#### Given records:

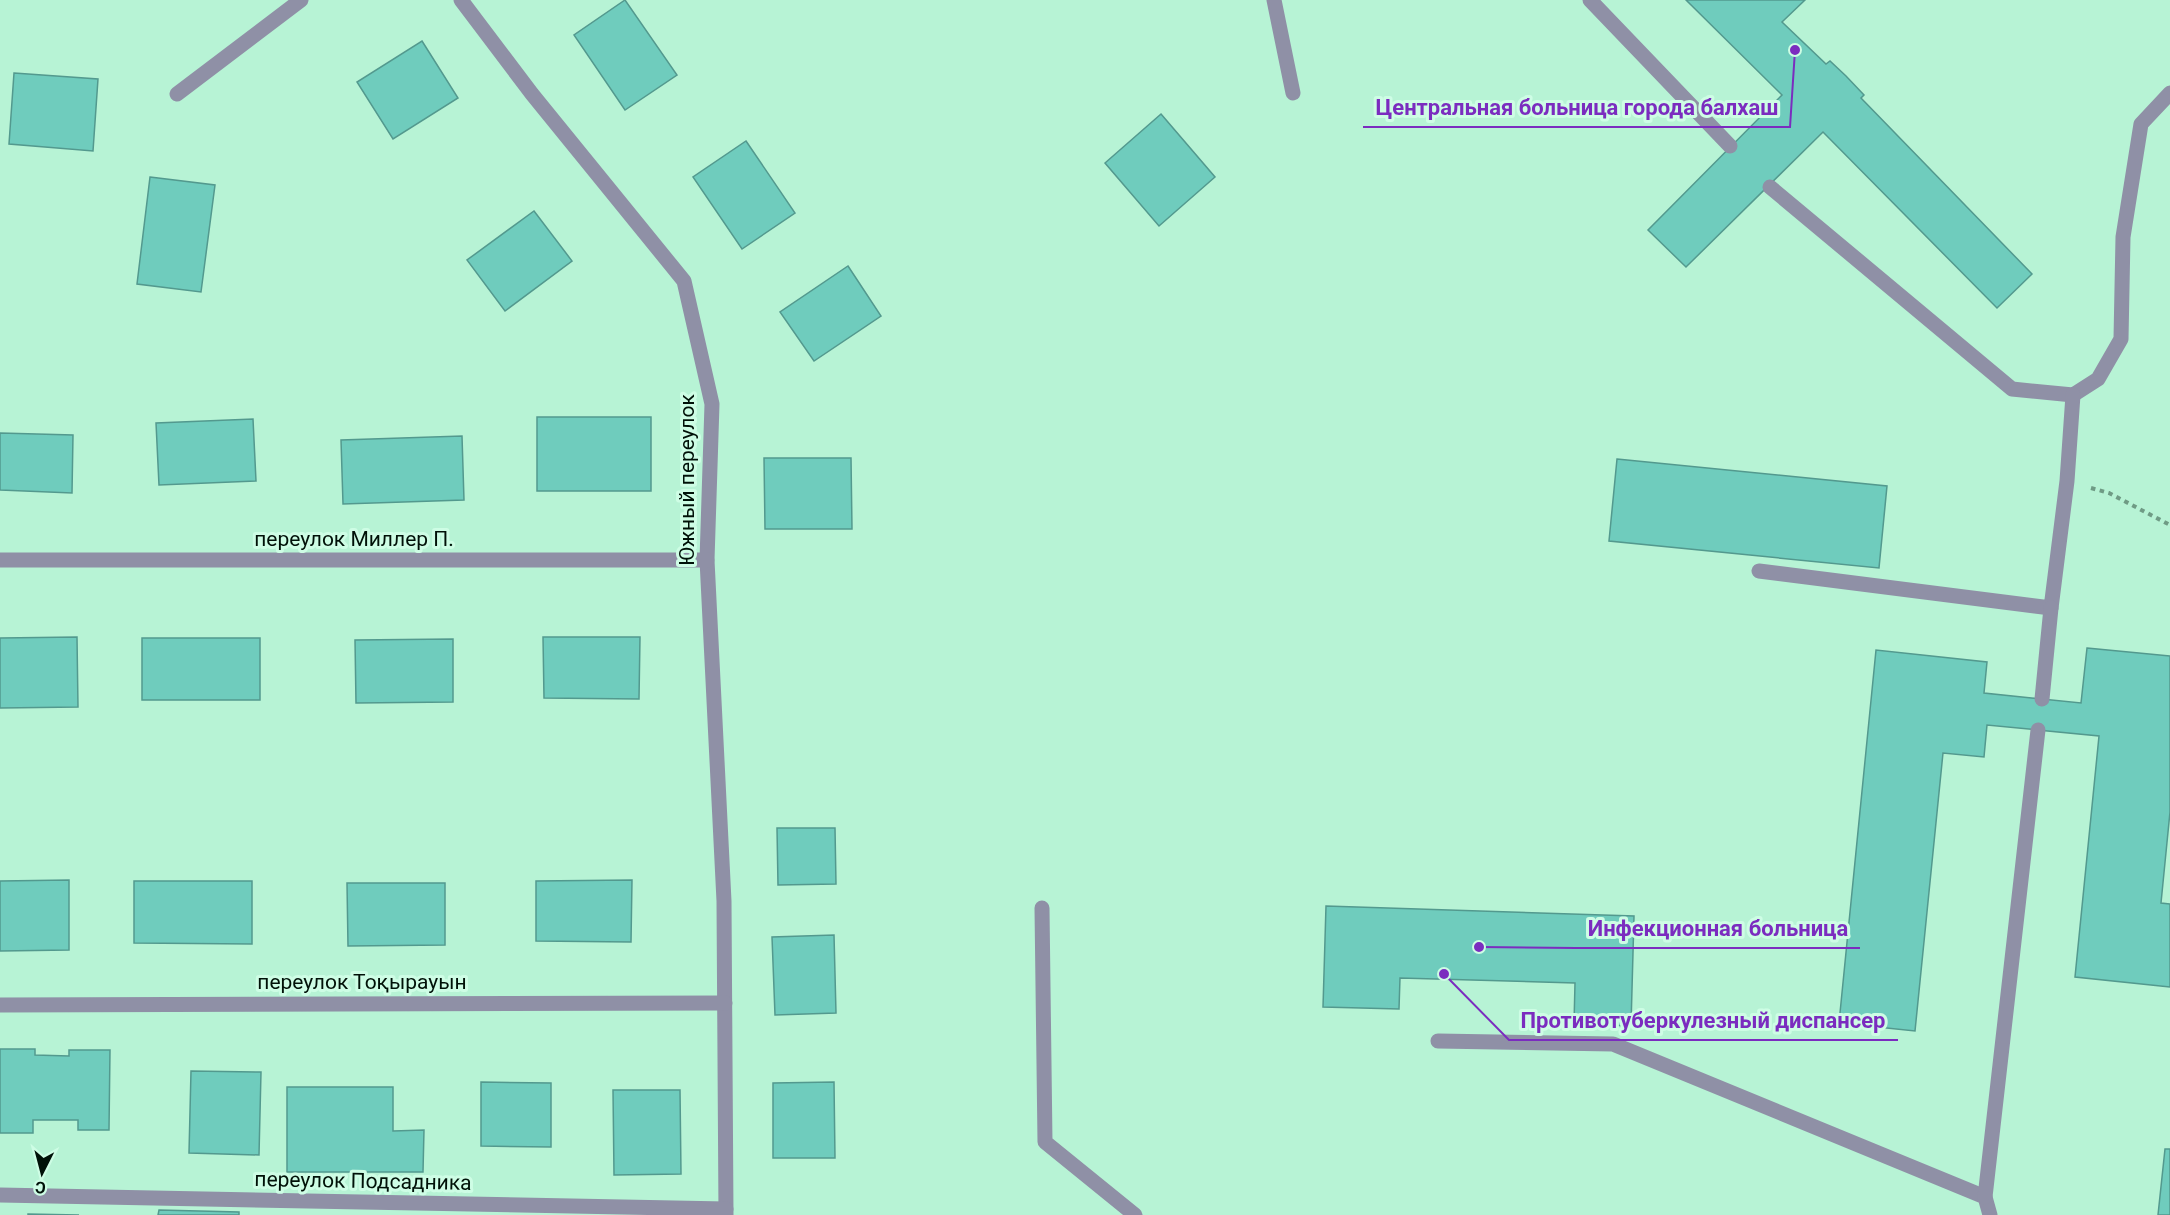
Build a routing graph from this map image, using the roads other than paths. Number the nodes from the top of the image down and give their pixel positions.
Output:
1 (301, 0) edge
2 (461, 0) edge
3 (1274, 0) edge
4 (1590, 0) edge
5 (1293, 93) dead end
6 (2170, 93) edge
7 (177, 94) dead end
8 (1730, 146) dead end
9 (1770, 187) dead end
10 (2073, 395) junction
11 (0, 560) edge
12 (707, 561) junction
13 (1759, 571) dead end
14 (2051, 608) junction
15 (2042, 699) dead end
16 (2038, 730) dead end
17 (1042, 908) dead end
18 (725, 1003) junction
19 (0, 1005) edge
20 (1438, 1041) dead end
21 (0, 1195) edge
22 (1985, 1197) junction
23 (726, 1212) edge
24 (1135, 1215) edge
25 (1990, 1215) edge

1 - 7 street
2 - 12 street, Южный переулок
3 - 5 street
4 - 8 street
6 - 10 street
9 - 10 street
10 - 14 street
11 - 12 street, переулок Миллер П.
12 - 18 street, Южный переулок
13 - 14 street
14 - 15 street
16 - 22 street
17 - 24 street
18 - 19 street, переулок Тоқырауын
18 - 23 street, Южный переулок
20 - 22 street
21 - 23 street, переулок Подсадника
22 - 25 street

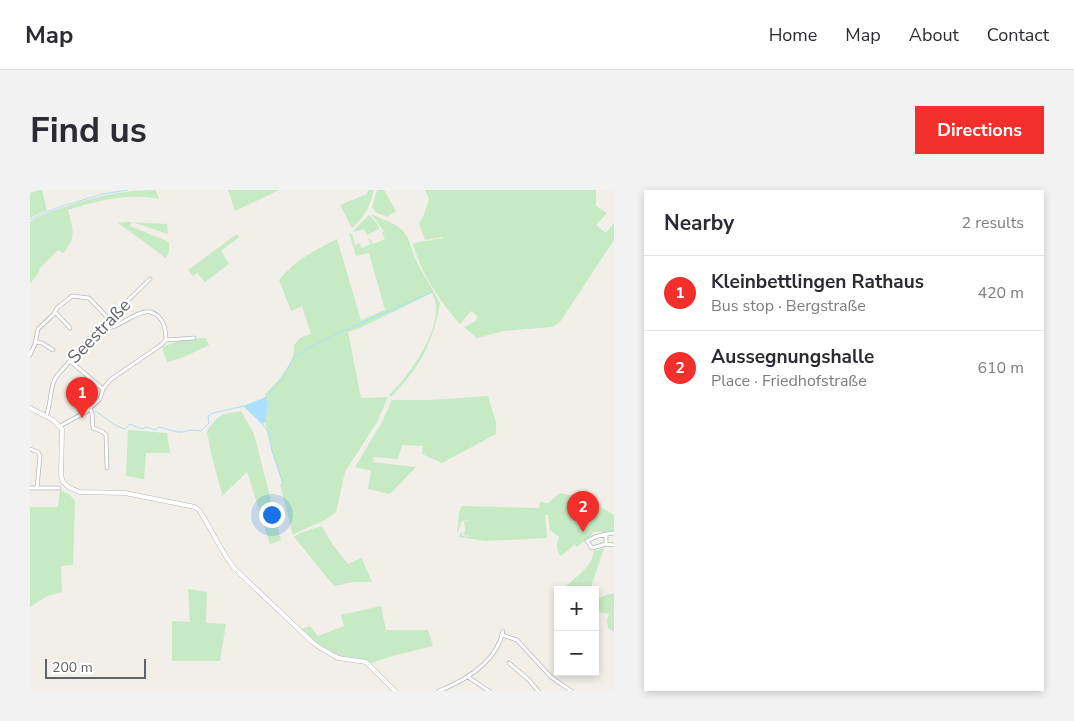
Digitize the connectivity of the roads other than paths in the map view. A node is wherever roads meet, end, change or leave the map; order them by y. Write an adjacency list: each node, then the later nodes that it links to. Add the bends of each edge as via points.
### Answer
1 (150, 278): 3 (street, Seestraße)
2 (55, 312): 3 (street, via 72,296 80,296 89,298); 6 (street); 10 (street, via 38,329)
3 (109, 319): 4 (street, Seestraße)
4 (105, 323): 5 (street, Seestraße); 7 (street)
5 (100, 327): 7 (street); 13 (street, Seestraße)
6 (70, 328)
7 (110, 328): 9 (street, via 150,312 163,322)
8 (194, 338): 9 (street)
9 (166, 340): 14 (street, via 115,376)
10 (36, 342): 11 (street); 12 (street)
11 (54, 350)
12 (30, 356)
13 (70, 362): 14 (street); 17 (street, Seestraße, via 54,380)
14 (103, 389): 16 (street, via 100,399)
15 (30, 408): 17 (street)
16 (90, 409): 18 (street); 20 (street, via 93,428 106,435)
17 (46, 416): 18 (street)
18 (60, 426): 30 (street, via 62,479 65,484 74,490 118,492 195,507 235,568 311,640 338,658 366,662)
19 (30, 449): 22 (street, via 40,456)
20 (107, 468)
21 (30, 488): 22 (street)
22 (37, 488): 23 (street)
23 (58, 488)
24 (614, 533): 25 (street)
25 (606, 534): 26 (street); 26 (street, via 587,541 592,548)
26 (606, 544): 27 (street)
27 (614, 545)
28 (509, 663): 33 (street)
29 (468, 677): 31 (street); 32 (street); 34 (street, via 493,655 503,633 517,640 551,677)
30 (395, 691)
31 (441, 691)
32 (490, 691)
33 (538, 691)
34 (571, 691)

#### Task instructions:
Take from the listing above each line in which the string "other" is found.

#### Solved exercise:
Build a routing graph from this map image, using the roads other than paths. Number the nodes from the top of the image down and give their pixel positions.
Digitize the connectivity of the roads other than paths in the map view. A node is wherever roads meet, end, change or leave the map; order them by y. Write an adjacency list: each node, then the later nodes that it links to. Add the bends of each edge as via points.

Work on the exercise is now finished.